Larry pasó por su lado sin una sola palabra.

El joven se acercó corriendo a la puerta de madera maciza del castillo, le abrió y dijo:

- ¿Podría usted darle algún consejo a un guionista principiante que está intentando abrirse camino, señor Wolfe? Ya sé que yo nunca podría llegar a ser ni la mitad de bueno que es usted, pero…

- Estoy de vacaciones -dijo Larry, despidiéndole con un gesto de la mano.

- No se lo tome como una ofensa personal -le dijo amablemente Andrea al cabizbajo joven.

- Supongo que él nunca tuvo que luchar y nunca necesitó una oportunidad.

- Por favor, no se lo tome a mal.
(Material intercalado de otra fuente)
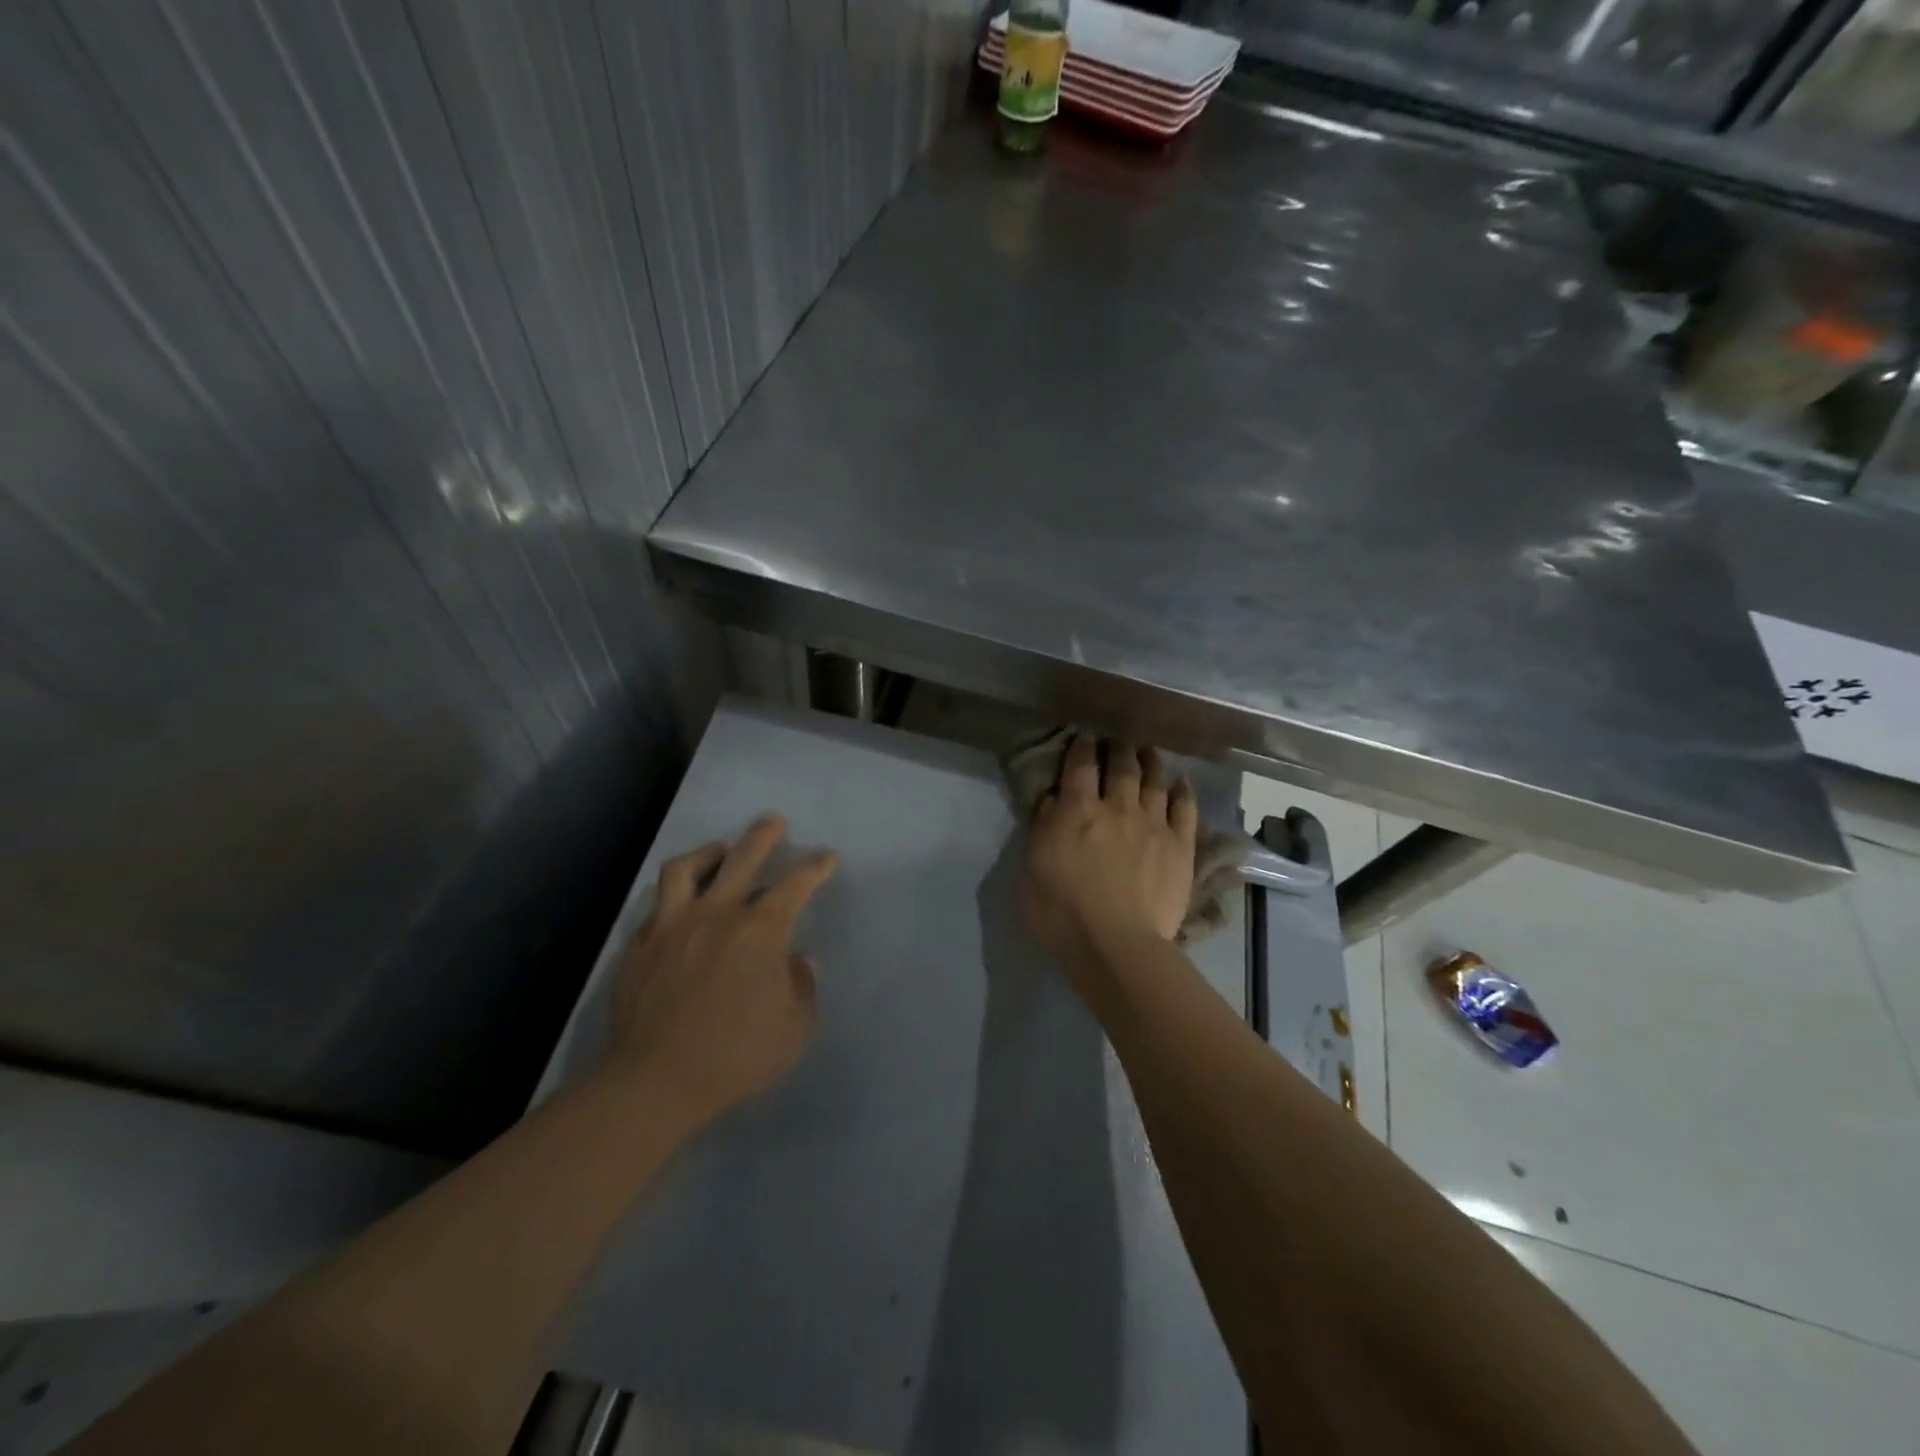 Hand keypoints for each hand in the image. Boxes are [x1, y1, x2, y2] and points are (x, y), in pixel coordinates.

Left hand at [605, 814, 836, 1129]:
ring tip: (719, 851)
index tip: (826, 857)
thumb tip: (796, 961)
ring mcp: (672, 924)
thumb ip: (801, 987)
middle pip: (741, 857)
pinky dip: (676, 895)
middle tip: (772, 821)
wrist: (654, 1081)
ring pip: (687, 867)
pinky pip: (658, 904)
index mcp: (760, 929)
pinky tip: (682, 905)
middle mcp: (716, 913)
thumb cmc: (736, 1055)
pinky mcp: (640, 944)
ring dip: (708, 853)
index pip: (795, 884)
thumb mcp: (793, 1029)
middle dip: (761, 836)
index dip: (814, 866)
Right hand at [1022, 736, 1196, 978]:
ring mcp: (1153, 824)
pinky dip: (1183, 792)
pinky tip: (1182, 782)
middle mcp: (1117, 807)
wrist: (1116, 944)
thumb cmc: (1062, 913)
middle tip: (1119, 742)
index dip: (1082, 747)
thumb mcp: (1032, 868)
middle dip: (1119, 749)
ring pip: (1155, 780)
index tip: (1084, 738)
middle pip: (1122, 766)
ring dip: (1151, 762)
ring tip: (1149, 752)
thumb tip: (1054, 801)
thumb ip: (1043, 829)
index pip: (1080, 765)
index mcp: (1077, 810)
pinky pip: (1185, 809)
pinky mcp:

El señor Wolfe siempre se pone nervioso cuando está hambriento -Andrea abrió el bolso y sacó un billete de veinte dólares-. Puede que en otro momento -añadió deslizando el billete hacia la mano enguantada del joven-. Cuando esté de mejor humor.

Al entrar en el vestíbulo brillantemente iluminado donde unas jóvenes uniformadas estaban ayudando a los huéspedes a quitarse los abrigos y las bufandas, Andrea observó que su apuesto jefe dirigía una amable sonrisa a una bonita joven, prestándole una atención que el conserje jamás podría recibir de él porque era una atención de otro tipo. Harry Wolfe era la clase de hombre que atraía a las mujeres sin la menor dificultad. Todas parecían dejar el alma a sus pies. En todas partes las mujeres se enamoraban de Harry. Lo cual había sido una fuente de inagotable inquietud para Andrea en la época en que ella también formaba parte en secreto de aquella tropa y pensaba que la pasión que sentía por su jefe hubiera podido llenar un estadio, antes de que se le abrieran los ojos y descubriera el grandísimo hijo de puta que era en realidad.

Antes de que decidiera vengarse de él.

Mientras le entregaba el abrigo a una de las doncellas, Andrea recordó una brumosa noche en el campus de la universidad de California de Los Ángeles diecisiete años atrás…

El aire nocturno era cálido y perfumado; la luna era un enorme disco anaranjado y las parejas se fundían en apasionados abrazos que la joven Andrea de veintiocho años procuraba no mirar. Tan enfrascada estaba en sus conjeturas sobre el sexo y el amor, que no vio a un joven apartarse repentinamente del sendero que tenía delante. El sobresalto hizo que se le cayeran los libros al suelo.

- Perdón -dijo el muchacho, inclinándose para recogerlos-. No quería asustarte.

Andrea vio que era uno de los que seguían el curso nocturno de escritura cinematográfica con ella. Se llamaba Larry Wolfe y a ella le parecía uno de los chicos más guapos que jamás hubiera visto en su vida.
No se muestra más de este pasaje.